__WORK TO BE COMPLETED__
The answer must reproduce the listing exactly, with every picture left out.

__RECORDS TO PROCESS__
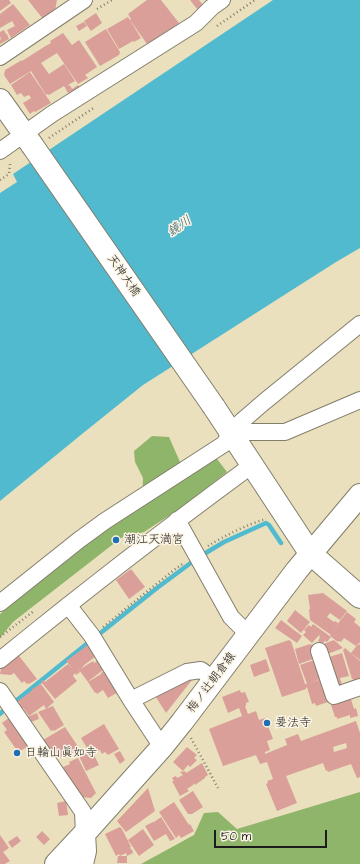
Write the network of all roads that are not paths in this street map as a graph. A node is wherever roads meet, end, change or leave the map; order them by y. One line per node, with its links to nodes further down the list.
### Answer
1 (222, 0): 5 (street)
2 (78, 1): 3 (street)
3 (0, 57)
4 (0, 100): 5 (street, 天神大橋)
5 (28, 140): 6 (street); 9 (street, 天神大橋, bridge)
6 (0, 151)
7 (360, 324): 9 (street)
8 (360, 400): 9 (street)
9 (231, 432): 10 (street, 天神大橋); 15 (street)
10 (253, 466): 12 (street); 13 (street, 天神大橋)
11 (360, 495): 13 (street, 梅ノ辻朝倉線)
12 (177, 520): 16 (street); 17 (street)
13 (310, 553): 14 (street, 天神大橋); 17 (street, 梅ノ辻朝倉線)
14 (359, 595)
15 (0, 603)
16 (68, 605): 19 (street); 23 (street)
17 (248, 634): 20 (street, 梅ノ辻朝倉線)
18 (319, 652): 21 (street)
19 (0, 660)
20 (214, 680): 23 (street); 24 (street, 梅ノ辻朝倉線)
21 (360, 687)
22 (0, 692): 25 (street)
23 (131, 700): 24 (street)
24 (162, 747): 25 (street, 梅ノ辻朝倉線)
25 (84, 834): 26 (street, 梅ノ辻朝倉線); 27 (street)
26 (56, 864)
27 (82, 864)

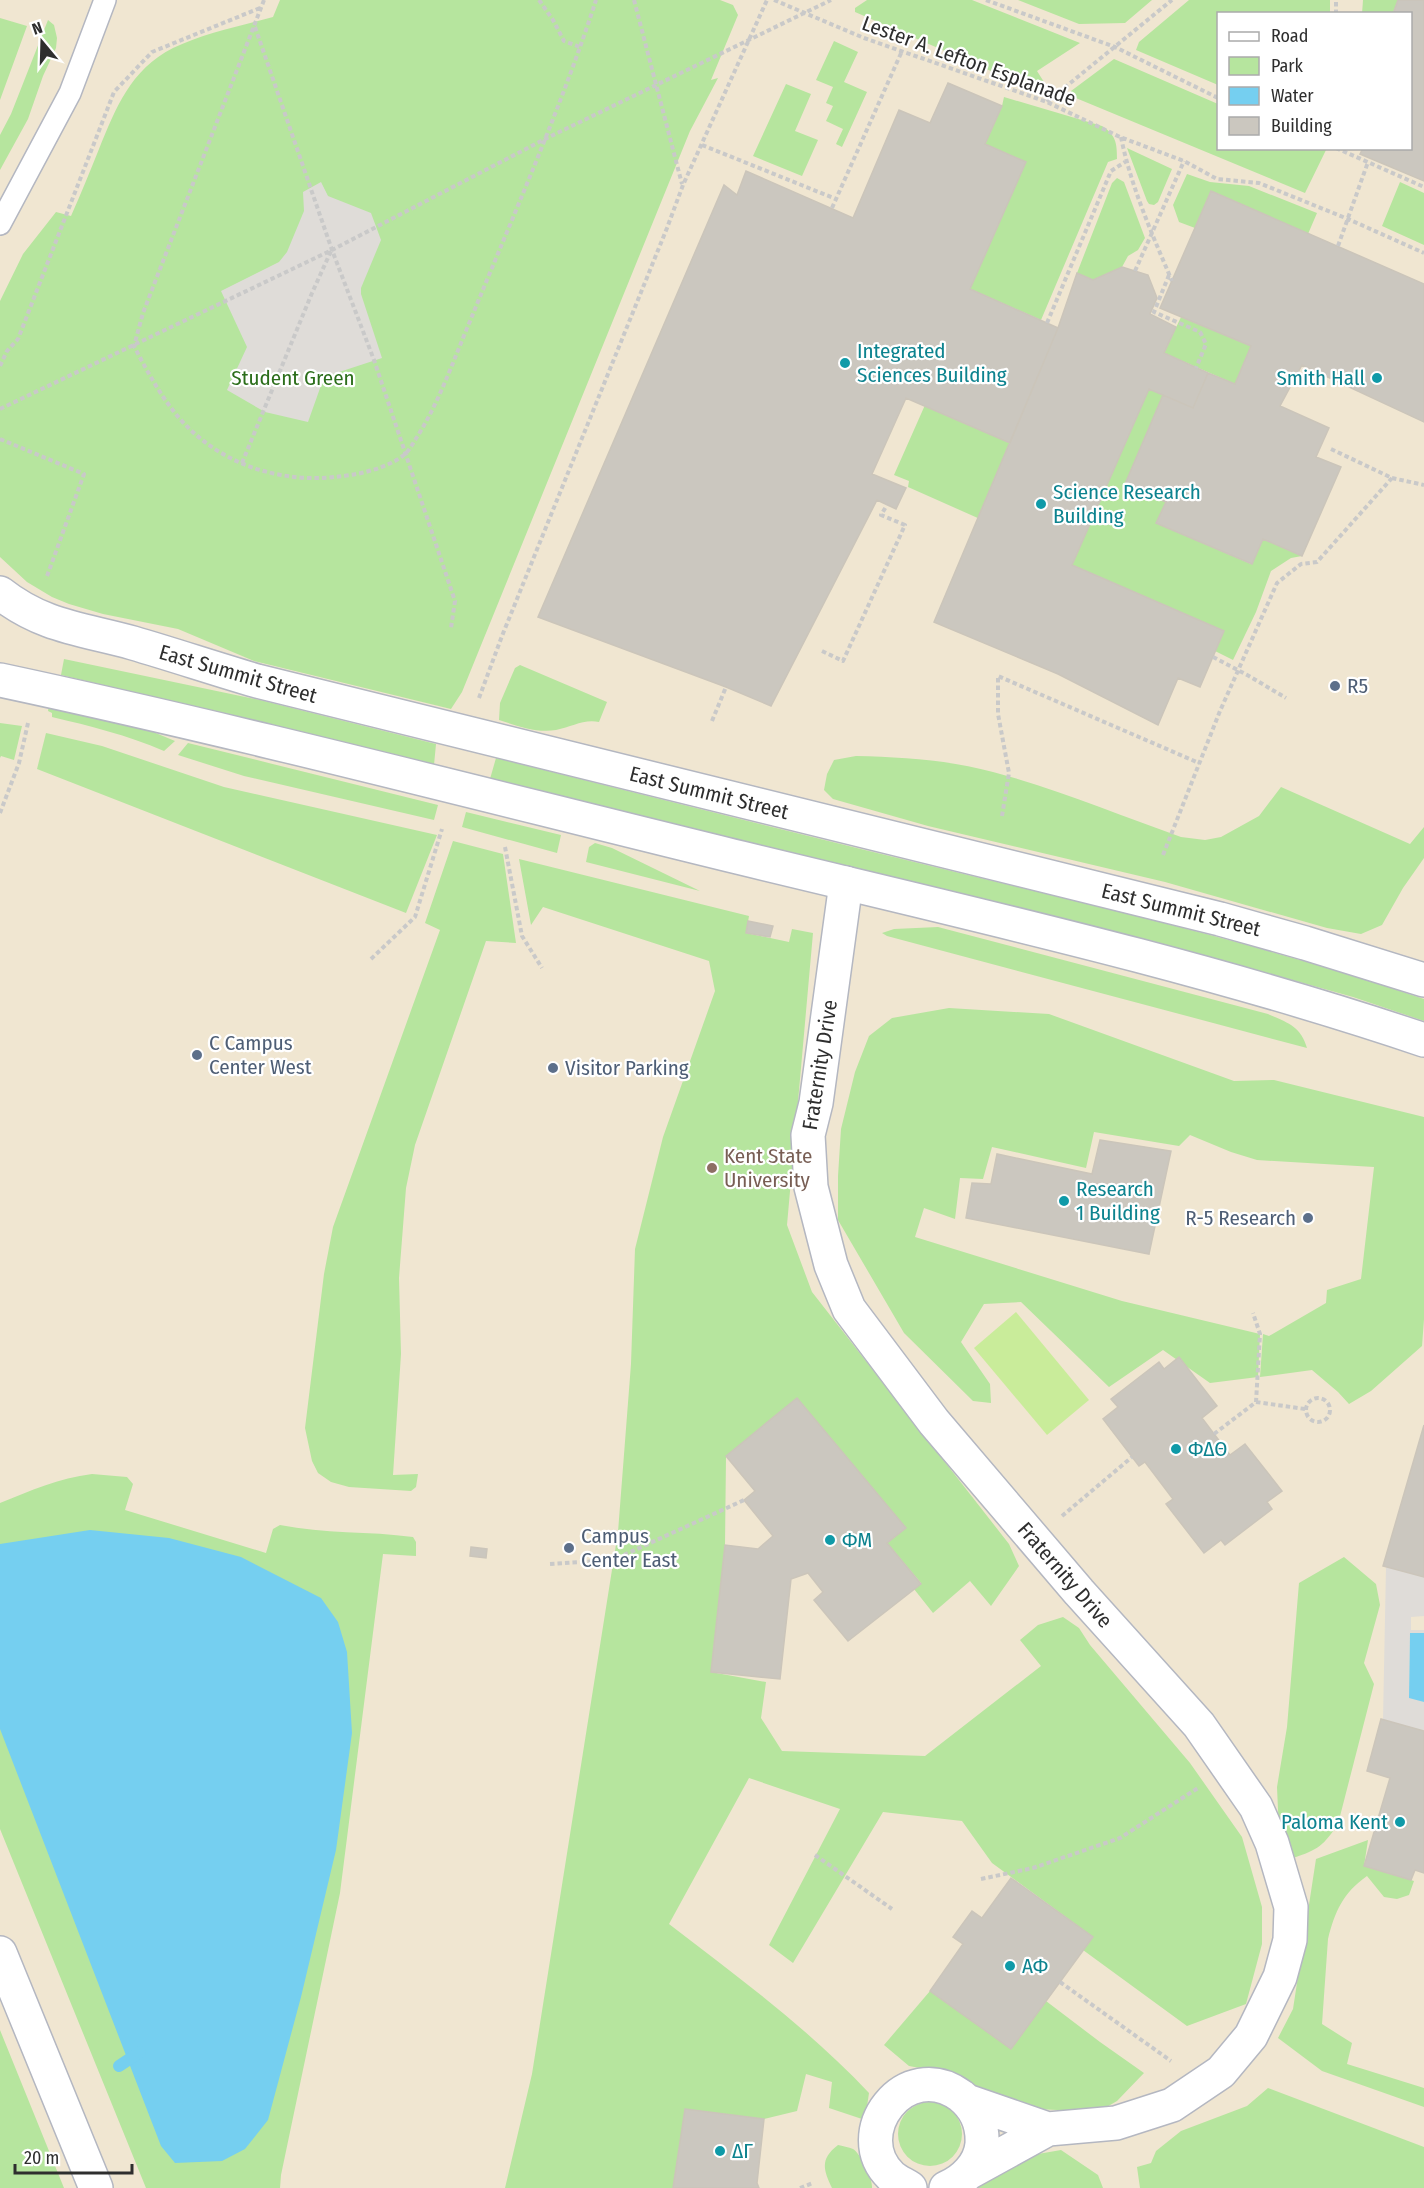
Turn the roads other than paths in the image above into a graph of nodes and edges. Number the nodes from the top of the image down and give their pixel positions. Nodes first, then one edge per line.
1 (105, 0) edge
2 (0, 224) edge
3 (0, 575) edge
4 (0, 593) edge
5 (32, 616) junction
6 (0, 680) edge
7 (846, 883) junction
8 (1424, 981) edge
9 (1424, 1040) edge
10 (0, 1953) edge
11 (967, 2101) junction
12 (1048, 2129) junction
13 (958, 2180) edge
14 (96, 2188) edge
15 (910, 2188) edge

1 - 2 lane
3 - 5 main road
4 - 5 main road, East Summit Street
5 - 8 main road, East Summit Street
6 - 7 main road
7 - 9 main road
7 - 12 main road, Fraternity Drive
10 - 14 main road
11 - 12 main road
11 - 13 main road
11 - 15 main road
12 - 13 main road

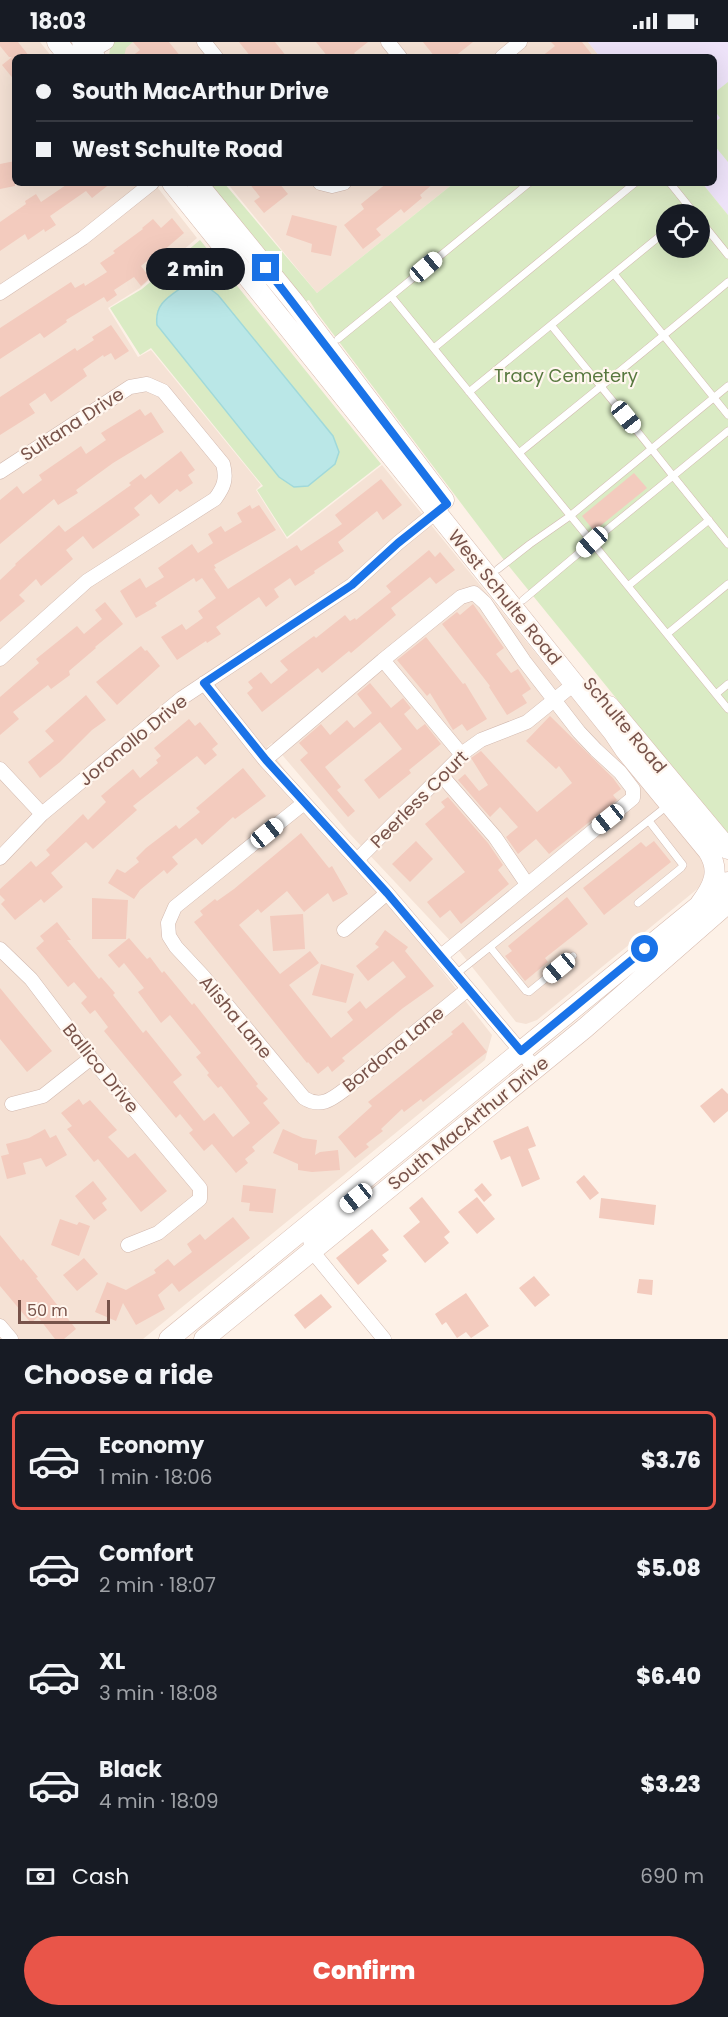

__PROBLEM SOLUTION__
Write the network of all roads that are not paths in this street map as a graph. A node is wherever roads meet, end, change or leave the map; order them by y. One line per node, with its links to nodes further down the list.
### Answer
1 (222, 0): 5 (street)
2 (78, 1): 3 (street)
3 (0, 57)
4 (0, 100): 5 (street, 天神大橋)
5 (28, 140): 6 (street); 9 (street, 天神大橋, bridge)
6 (0, 151)
7 (360, 324): 9 (street)
8 (360, 400): 9 (street)
9 (231, 432): 10 (street, 天神大橋); 15 (street)
10 (253, 466): 12 (street); 13 (street, 天神大橋)
11 (360, 495): 13 (street, 梅ノ辻朝倉線)
12 (177, 520): 16 (street); 17 (street)
13 (310, 553): 14 (street, 天神大橋); 17 (street, 梅ノ辻朝倉線)
14 (359, 595)
15 (0, 603)
16 (68, 605): 19 (street); 23 (street)
17 (248, 634): 20 (street, 梅ノ辻朝倉線)
18 (319, 652): 21 (street)
19 (0, 660)
20 (214, 680): 23 (street); 24 (street, 梅ノ辻朝倉線)
21 (360, 687)
22 (0, 692): 25 (street)
23 (131, 700): 24 (street)
24 (162, 747): 25 (street, 梅ノ辻朝倉線)
25 (84, 834): 26 (street, 梅ノ辻朝倉線); 27 (street)
26 (56, 864)
27 (82, 864)

Turn the roads other than paths in the image above into a graph of nodes and edges. Number the nodes from the top of the image down and give their pixel positions. Nodes first, then one edge per line.
1 (105, 0) edge
2 (0, 224) edge
3 (0, 575) edge
4 (0, 593) edge
5 (32, 616) junction
6 (0, 680) edge
7 (846, 883) junction
8 (1424, 981) edge
9 (1424, 1040) edge
10 (0, 1953) edge
11 (967, 2101) junction
12 (1048, 2129) junction
13 (958, 2180) edge
14 (96, 2188) edge
15 (910, 2188) edge

1 - 2 lane
3 - 5 main road
4 - 5 main road, East Summit Street
5 - 8 main road, East Summit Street
6 - 7 main road
7 - 9 main road
7 - 12 main road, Fraternity Drive
10 - 14 main road
11 - 12 main road
11 - 13 main road
11 - 15 main road
12 - 13 main road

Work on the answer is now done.